Era il giorno 17 febbraio 2007 al km 29,750 di una giornata splendida, temperatura ideale, leggerissimo venticello, solino tiepido eppure in quell’istante pensavo ci fosse l’eclisse. I miei occhi spenti, giù la saracinesca, nebbia, luccioline, gambe secche, sete, fame, bava, e rimanevano 6,5 km alla meta. Interminabili, devastanti, micidiali lungo lo stesso tragitto più volte ripetuto. Una camminata lunghissima, non finiva mai e pensavo agli altri amici che con me mi hanno affiancato fino al 30esimo. Loro, Luca e Alessandro erano già quasi arrivati e io ero per strada a contare i minuti al kilometro, 10, 8, 7 poi finalmente ho ripreso a correre gli ultimi 1800 metri quasi d’impulso con le gambe di marmo a cercare gli appoggi soffici per non lenire le caviglie e i menschi già compromessi da tempo.
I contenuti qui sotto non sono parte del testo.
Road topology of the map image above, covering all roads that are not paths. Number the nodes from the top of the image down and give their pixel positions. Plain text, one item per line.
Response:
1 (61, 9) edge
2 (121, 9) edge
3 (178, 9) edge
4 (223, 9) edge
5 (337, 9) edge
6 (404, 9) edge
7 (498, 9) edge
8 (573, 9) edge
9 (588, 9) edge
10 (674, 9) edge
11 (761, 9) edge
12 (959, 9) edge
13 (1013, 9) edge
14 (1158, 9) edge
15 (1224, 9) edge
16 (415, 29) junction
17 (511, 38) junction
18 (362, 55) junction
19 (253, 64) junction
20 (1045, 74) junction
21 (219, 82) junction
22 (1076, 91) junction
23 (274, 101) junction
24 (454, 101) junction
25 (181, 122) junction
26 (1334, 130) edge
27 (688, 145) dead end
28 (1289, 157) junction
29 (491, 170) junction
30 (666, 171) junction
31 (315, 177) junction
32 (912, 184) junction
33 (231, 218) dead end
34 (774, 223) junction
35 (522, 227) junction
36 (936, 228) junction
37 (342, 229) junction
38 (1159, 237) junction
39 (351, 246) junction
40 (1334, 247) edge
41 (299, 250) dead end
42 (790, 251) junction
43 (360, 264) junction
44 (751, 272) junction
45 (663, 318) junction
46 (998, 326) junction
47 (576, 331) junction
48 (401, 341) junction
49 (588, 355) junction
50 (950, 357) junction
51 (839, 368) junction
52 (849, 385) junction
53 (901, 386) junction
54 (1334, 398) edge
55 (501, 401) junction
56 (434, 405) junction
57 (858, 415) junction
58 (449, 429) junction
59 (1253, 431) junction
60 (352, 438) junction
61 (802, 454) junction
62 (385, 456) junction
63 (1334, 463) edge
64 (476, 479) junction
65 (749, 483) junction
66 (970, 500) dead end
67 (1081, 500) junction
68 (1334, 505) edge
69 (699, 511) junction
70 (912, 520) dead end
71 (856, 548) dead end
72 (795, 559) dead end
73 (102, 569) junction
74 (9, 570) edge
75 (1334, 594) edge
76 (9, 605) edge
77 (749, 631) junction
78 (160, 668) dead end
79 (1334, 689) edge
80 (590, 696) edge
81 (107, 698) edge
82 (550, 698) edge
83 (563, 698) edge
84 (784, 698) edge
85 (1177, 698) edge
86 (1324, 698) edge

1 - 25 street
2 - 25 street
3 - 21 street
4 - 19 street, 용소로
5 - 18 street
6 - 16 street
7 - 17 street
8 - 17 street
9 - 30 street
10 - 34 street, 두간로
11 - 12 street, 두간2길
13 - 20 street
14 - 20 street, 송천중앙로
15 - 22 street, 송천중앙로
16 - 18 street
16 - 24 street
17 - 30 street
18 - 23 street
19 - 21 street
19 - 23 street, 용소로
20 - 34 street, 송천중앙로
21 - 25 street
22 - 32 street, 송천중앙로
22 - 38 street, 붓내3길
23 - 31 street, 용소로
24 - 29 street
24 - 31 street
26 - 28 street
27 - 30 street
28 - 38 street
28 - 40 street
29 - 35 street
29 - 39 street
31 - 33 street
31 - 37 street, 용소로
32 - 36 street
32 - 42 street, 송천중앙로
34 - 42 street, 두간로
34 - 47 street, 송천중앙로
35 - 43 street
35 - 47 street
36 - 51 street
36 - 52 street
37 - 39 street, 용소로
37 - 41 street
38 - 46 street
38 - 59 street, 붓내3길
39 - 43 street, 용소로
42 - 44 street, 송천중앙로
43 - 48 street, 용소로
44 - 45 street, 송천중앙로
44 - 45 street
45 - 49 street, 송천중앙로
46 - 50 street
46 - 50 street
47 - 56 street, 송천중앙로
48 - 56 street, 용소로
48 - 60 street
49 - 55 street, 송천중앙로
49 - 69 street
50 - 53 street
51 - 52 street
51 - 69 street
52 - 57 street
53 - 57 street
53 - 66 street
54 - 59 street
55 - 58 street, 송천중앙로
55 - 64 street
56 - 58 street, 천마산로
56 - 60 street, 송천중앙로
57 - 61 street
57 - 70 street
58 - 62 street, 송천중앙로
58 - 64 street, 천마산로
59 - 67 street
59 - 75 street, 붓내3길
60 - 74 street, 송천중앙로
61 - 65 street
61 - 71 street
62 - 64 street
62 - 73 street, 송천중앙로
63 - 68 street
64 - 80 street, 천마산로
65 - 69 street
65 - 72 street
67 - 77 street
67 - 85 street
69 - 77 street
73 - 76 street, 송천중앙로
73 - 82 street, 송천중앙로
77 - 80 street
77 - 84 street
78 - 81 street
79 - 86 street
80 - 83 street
Nota di colore: don Alessandro alla sbarra di porta Mulina andando a sx inciampa su un filo della rete prominente con tuffo in avanti carpiato, spalle a terra nell’avvitamento, appesantito dalla fatica. Ho visto i suoi riflessi lenti ma tutti e tre ormai eravamo esausti e siccome non gli avevo detto che in programma c’era un 35 ho fatto il giro in largo in modo che non ci fosse scampo per il rientro. Al 28esimo gli ho detto “vuoi andare a casa?” mi ha guardato come se stesse per dire “sei scemo?”… hihihihihihi

Feb 17

Succedono strane cose nella vita!
Leggendo le considerazioni del Dr. Alessandro Fochi sull’intervista all’Ing. Roberto Albanesi e le conseguenti risposte coinvolgendo pure l’Avv. Colella su NPC mi fermo e osservo ciò che mi è successo nel mio piccolo tra giovedì-venerdì e stamane prestissimo:
1- (giovedì)
nel pomeriggio al CONI con l’Avv. Marco Trevisani e un suo collega (come al solito vede l’allenamento una gara). Dopo aver corso il test dei 7 minuti circa 1850 metri sono iniziate le ripetute da 1000 correndo affiancati. Come due cretini a marcarci a vista, poi lui ha accelerato, mi son detto”fai il furbo!”. L’ho sorpassato dopo 400 metri e lui non contento mi risorpassa gridandomi “Mona!”. Risultato: due scemi e una capanna, allenamento insignificante da le giovani marmotte. Marco, passato da calciatore medio, agonista puro, prendiperilculista esperto! Ha bisogno di carne da macello da mangiarsi lungo i suoi percorsi. THE LAST WALTZ…
2- (venerdì)
Riposo assoluto! Anzi nel tardo pomeriggio mi sentivo così dormiente che come un frullo mi son messo a letto e son partito tra i caroselli dei cuscini. Ho dormito sentendo qua e là i telefoni squillare, sms, squilli, frullate, trilli del messenger ma poi verso le 21 ho risposto a Barbara preoccupata. Le rispondo: ” …bisogna ascoltare il proprio corpo: quando dice che ha sonno, bisogna dormire, quando ha sete, bisogna bere e quando scappa la cacca, bisogna…..” non mi accorgo dopo queste elucubrazioni notturne che stavo parlando ormai da solo in quanto aveva già riattaccato da un pò. Mi sveglio bene, richiamo e rimetto tutto a posto.
3- (sabato)
Sono le 4 sono sveglissimo e fra qualke ora parte il lunghissimo in compagnia di Luca e Alessandro e se alle 10,15 ho sonno che faccio vado a dormire? naaaaaaaaa… non ci siamo!